**EXERCISE GOAL**.
Nothing but a number should be given: how many lines of the records include "Left"?

**Images with localized body landmarks**.
Content starts

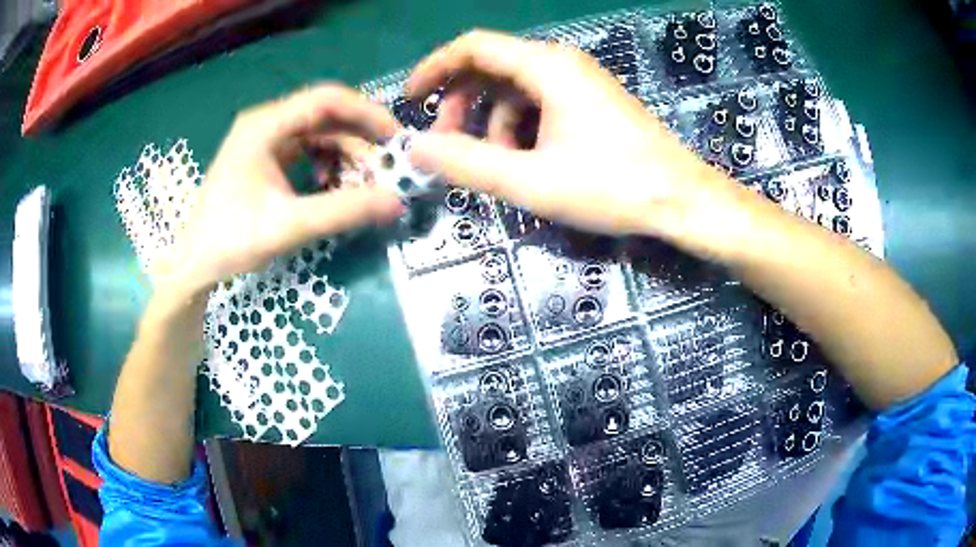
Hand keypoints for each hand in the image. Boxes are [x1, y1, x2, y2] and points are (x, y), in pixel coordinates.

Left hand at [156, 84, 403, 296]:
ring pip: (318, 132)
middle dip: (358, 138)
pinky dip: (326, 163)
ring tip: (361, 182)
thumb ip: (343, 210)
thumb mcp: (289, 226)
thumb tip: (397, 203)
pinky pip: (306, 148)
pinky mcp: (264, 156)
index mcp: (264, 126)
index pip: (326, 100)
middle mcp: (265, 122)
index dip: (366, 113)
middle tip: (385, 166)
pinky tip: (330, 185)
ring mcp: (264, 138)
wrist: (195, 263)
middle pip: (324, 114)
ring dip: (344, 153)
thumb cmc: (231, 240)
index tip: (395, 138)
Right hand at [407, 31, 745, 254]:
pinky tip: (526, 161)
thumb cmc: (611, 186)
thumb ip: (467, 163)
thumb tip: (415, 151)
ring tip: (494, 164)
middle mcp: (562, 63)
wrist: (681, 199)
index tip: (411, 98)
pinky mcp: (591, 101)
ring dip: (492, 122)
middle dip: (462, 104)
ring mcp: (580, 81)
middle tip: (446, 144)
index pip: (473, 47)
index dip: (435, 68)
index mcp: (546, 66)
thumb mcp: (531, 180)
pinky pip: (541, 103)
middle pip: (492, 68)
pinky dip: (521, 128)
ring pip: (516, 90)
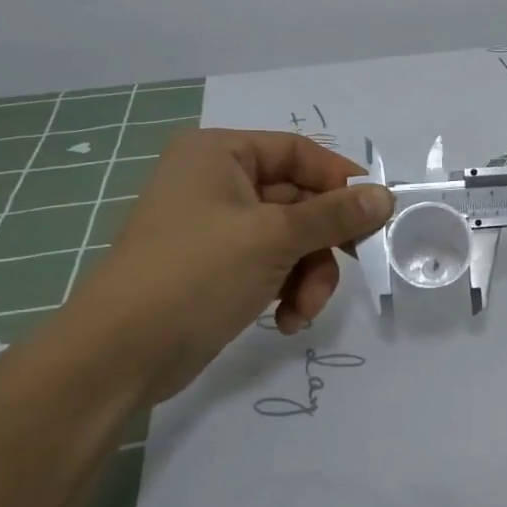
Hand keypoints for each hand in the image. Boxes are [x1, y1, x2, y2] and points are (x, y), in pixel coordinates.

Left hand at [70, 129, 394, 402]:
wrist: (121, 354)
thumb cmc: (196, 274)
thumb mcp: (274, 238)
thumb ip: (334, 215)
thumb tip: (386, 196)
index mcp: (219, 154)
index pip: (298, 152)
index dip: (340, 180)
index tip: (377, 213)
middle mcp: (216, 183)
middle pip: (299, 200)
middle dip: (323, 243)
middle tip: (359, 264)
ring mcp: (216, 228)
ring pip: (291, 240)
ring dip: (308, 275)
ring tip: (303, 309)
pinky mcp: (218, 268)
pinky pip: (272, 266)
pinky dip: (286, 290)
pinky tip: (286, 320)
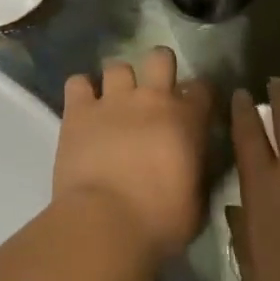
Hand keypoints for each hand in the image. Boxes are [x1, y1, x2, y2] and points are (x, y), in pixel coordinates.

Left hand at [55, 47, 213, 265]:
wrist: (106, 223)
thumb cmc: (160, 221)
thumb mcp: (196, 201)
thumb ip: (196, 171)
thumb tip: (192, 164)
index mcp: (186, 120)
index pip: (202, 87)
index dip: (198, 95)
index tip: (193, 109)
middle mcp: (151, 99)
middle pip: (160, 57)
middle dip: (159, 68)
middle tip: (153, 94)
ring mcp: (112, 101)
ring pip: (117, 66)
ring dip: (118, 81)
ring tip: (114, 103)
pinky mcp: (78, 111)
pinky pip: (77, 82)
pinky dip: (81, 91)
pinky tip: (82, 108)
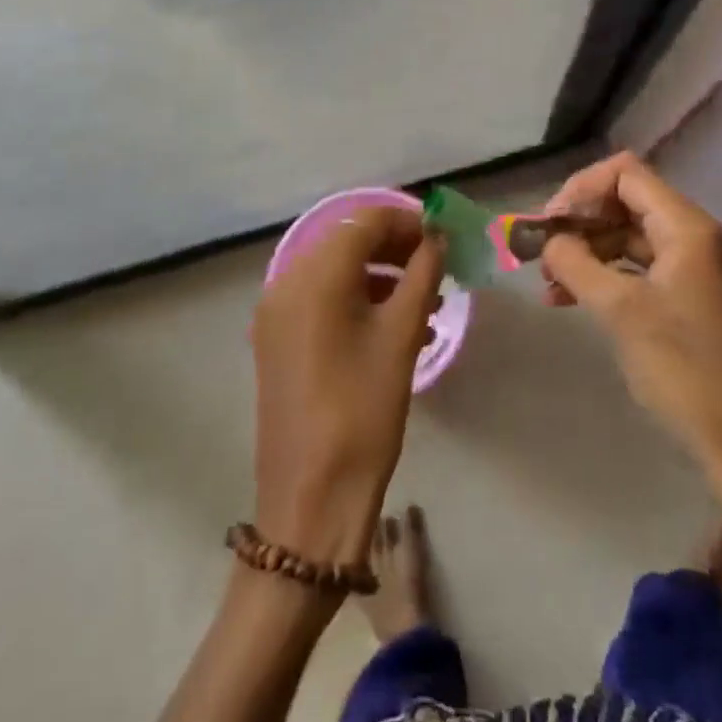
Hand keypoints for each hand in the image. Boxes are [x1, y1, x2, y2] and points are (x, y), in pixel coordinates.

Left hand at [251, 208, 442, 566]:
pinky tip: (397, 328)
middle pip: (348, 243)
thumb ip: (422, 274)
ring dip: (381, 276)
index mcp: (313, 275)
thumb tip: (437, 238)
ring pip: (336, 273)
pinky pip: (322, 301)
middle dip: (396, 248)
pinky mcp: (278, 341)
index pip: (365, 221)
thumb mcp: (401, 336)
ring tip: (426, 302)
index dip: (408, 222)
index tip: (444, 237)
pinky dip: (359, 301)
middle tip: (439, 267)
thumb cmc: (363, 411)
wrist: (311, 501)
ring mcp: (277, 314)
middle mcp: (286, 283)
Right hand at [540, 153, 721, 560]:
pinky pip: (649, 270)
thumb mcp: (620, 312)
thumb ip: (576, 263)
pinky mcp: (702, 299)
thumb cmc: (684, 372)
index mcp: (691, 229)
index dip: (581, 190)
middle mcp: (703, 238)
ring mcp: (706, 270)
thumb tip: (549, 240)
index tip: (549, 224)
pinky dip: (613, 277)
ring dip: (592, 254)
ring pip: (636, 239)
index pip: (626, 175)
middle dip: (582, 225)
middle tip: (543, 256)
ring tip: (551, 286)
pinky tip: (577, 301)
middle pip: (630, 205)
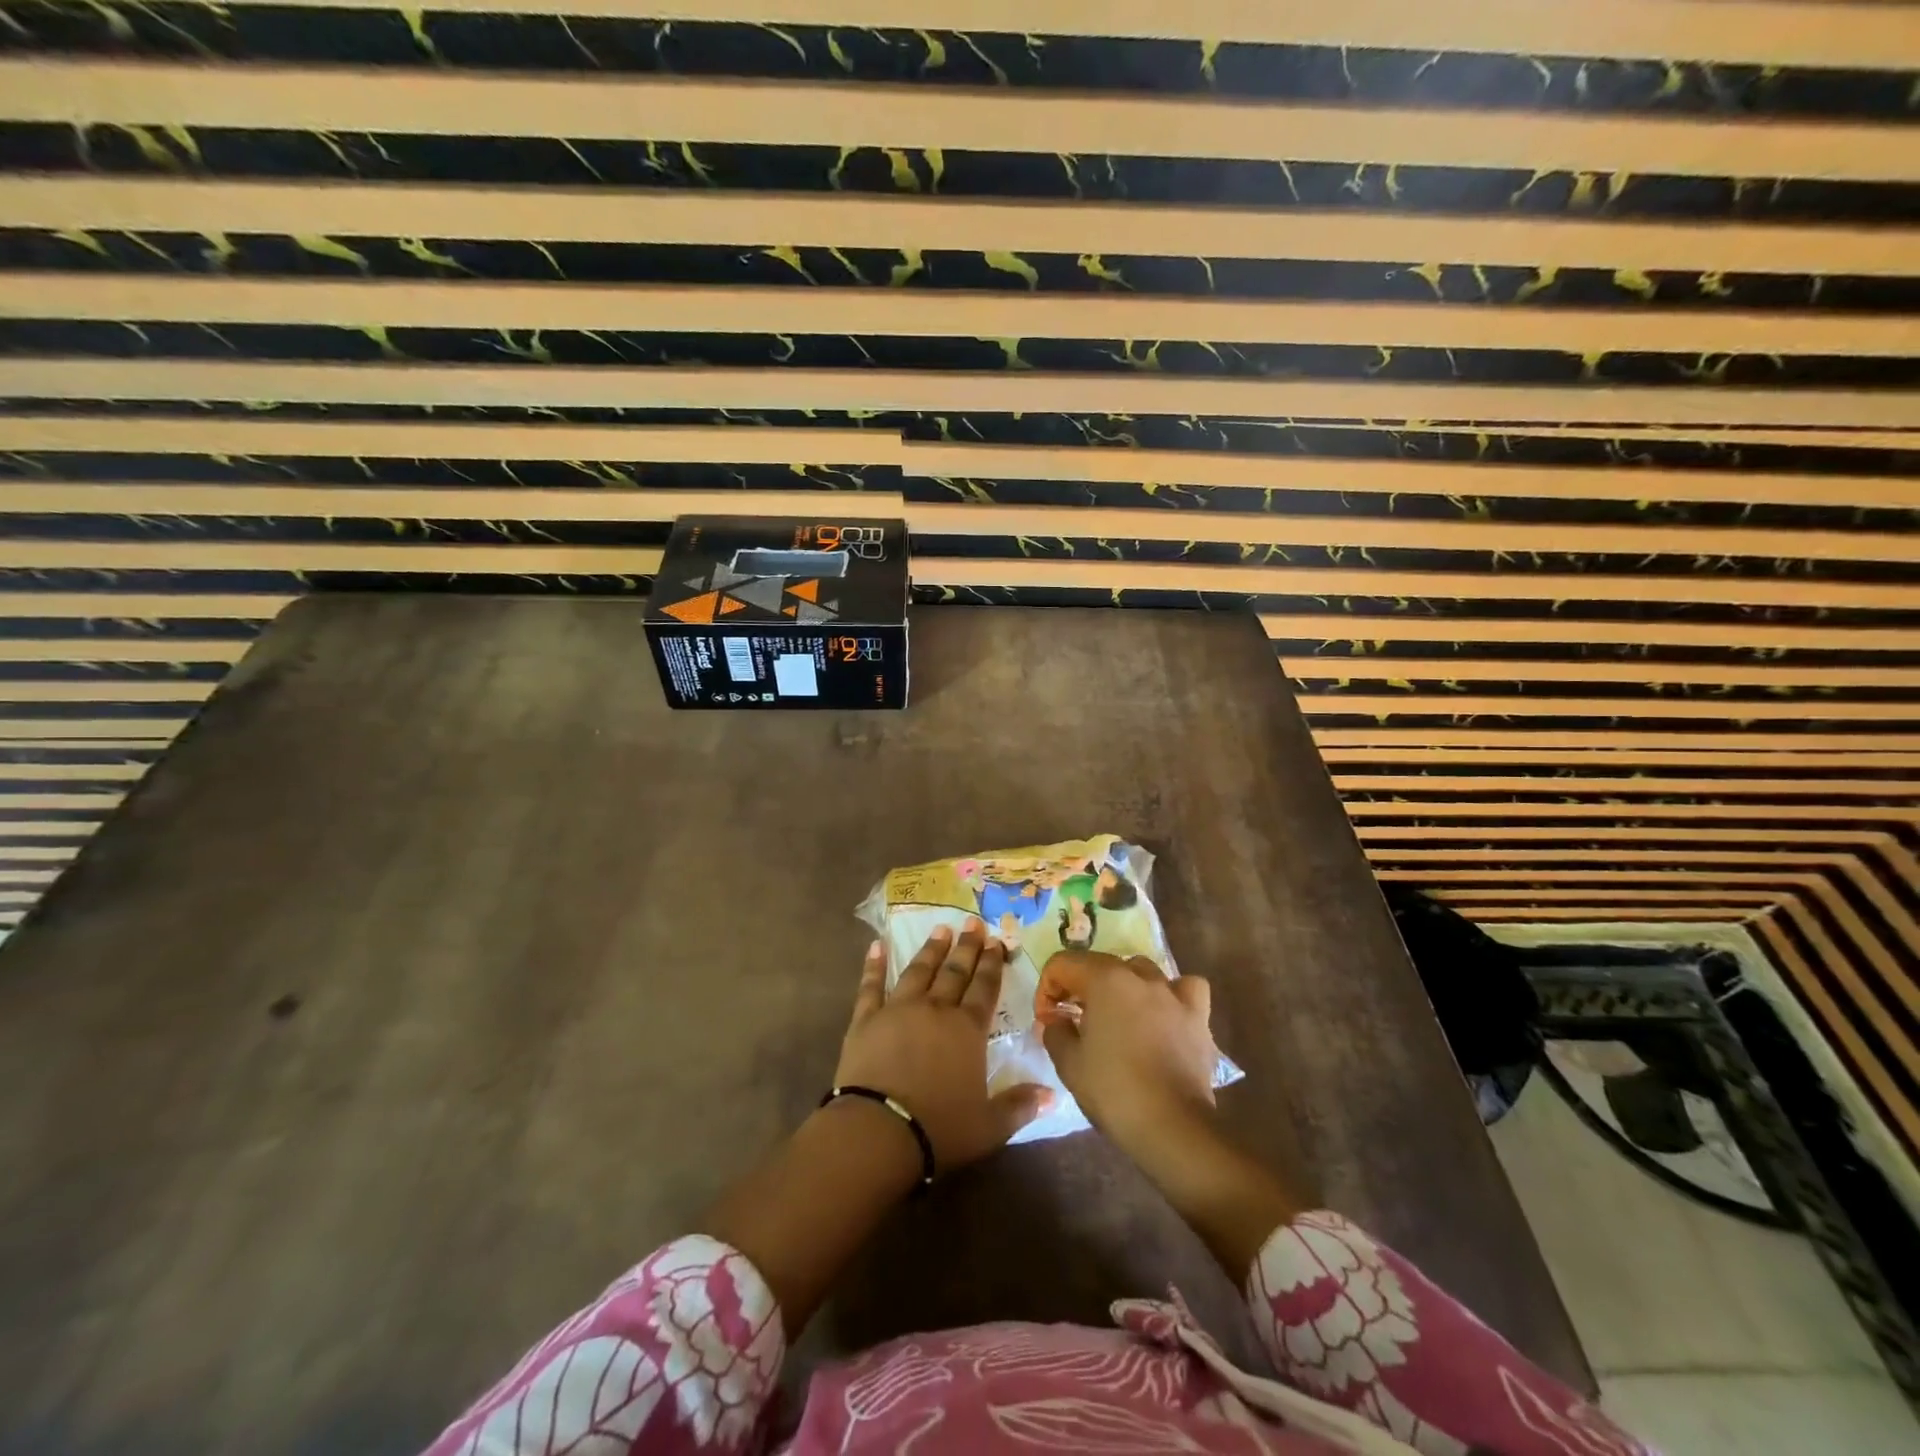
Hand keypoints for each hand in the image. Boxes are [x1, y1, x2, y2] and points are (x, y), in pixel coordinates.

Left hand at [836, 921, 1051, 1172]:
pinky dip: (874, 966)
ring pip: (918, 971)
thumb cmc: (939, 1128)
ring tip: (940, 930)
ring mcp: (898, 1010)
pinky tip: (877, 946)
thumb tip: (1052, 1095)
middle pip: (954, 973)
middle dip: (966, 947)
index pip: (984, 989)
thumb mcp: (989, 1126)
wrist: (878, 1131)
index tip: (996, 941)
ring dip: (930, 950)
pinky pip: (871, 986)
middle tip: (973, 923)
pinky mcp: (865, 1020)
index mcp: (967, 1030)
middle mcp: (935, 1010)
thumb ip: (1020, 1106)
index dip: (991, 964)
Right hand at [1040, 952, 1218, 1159]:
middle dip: (1080, 986)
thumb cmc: (1113, 1090)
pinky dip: (1172, 994)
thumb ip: (1055, 1032)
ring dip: (1122, 986)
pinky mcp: (1197, 1016)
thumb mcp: (1068, 1063)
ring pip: (1141, 971)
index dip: (1047, 989)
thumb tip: (1056, 1021)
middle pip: (1100, 964)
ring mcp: (1172, 993)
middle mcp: (1139, 976)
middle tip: (1072, 1019)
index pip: (1063, 965)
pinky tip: (1164, 1011)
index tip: (1047, 1020)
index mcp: (1104, 979)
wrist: (1172, 1126)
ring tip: (1116, 1014)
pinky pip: (1184, 988)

Content ends

**REPLY TO THE EXERCISE**.
5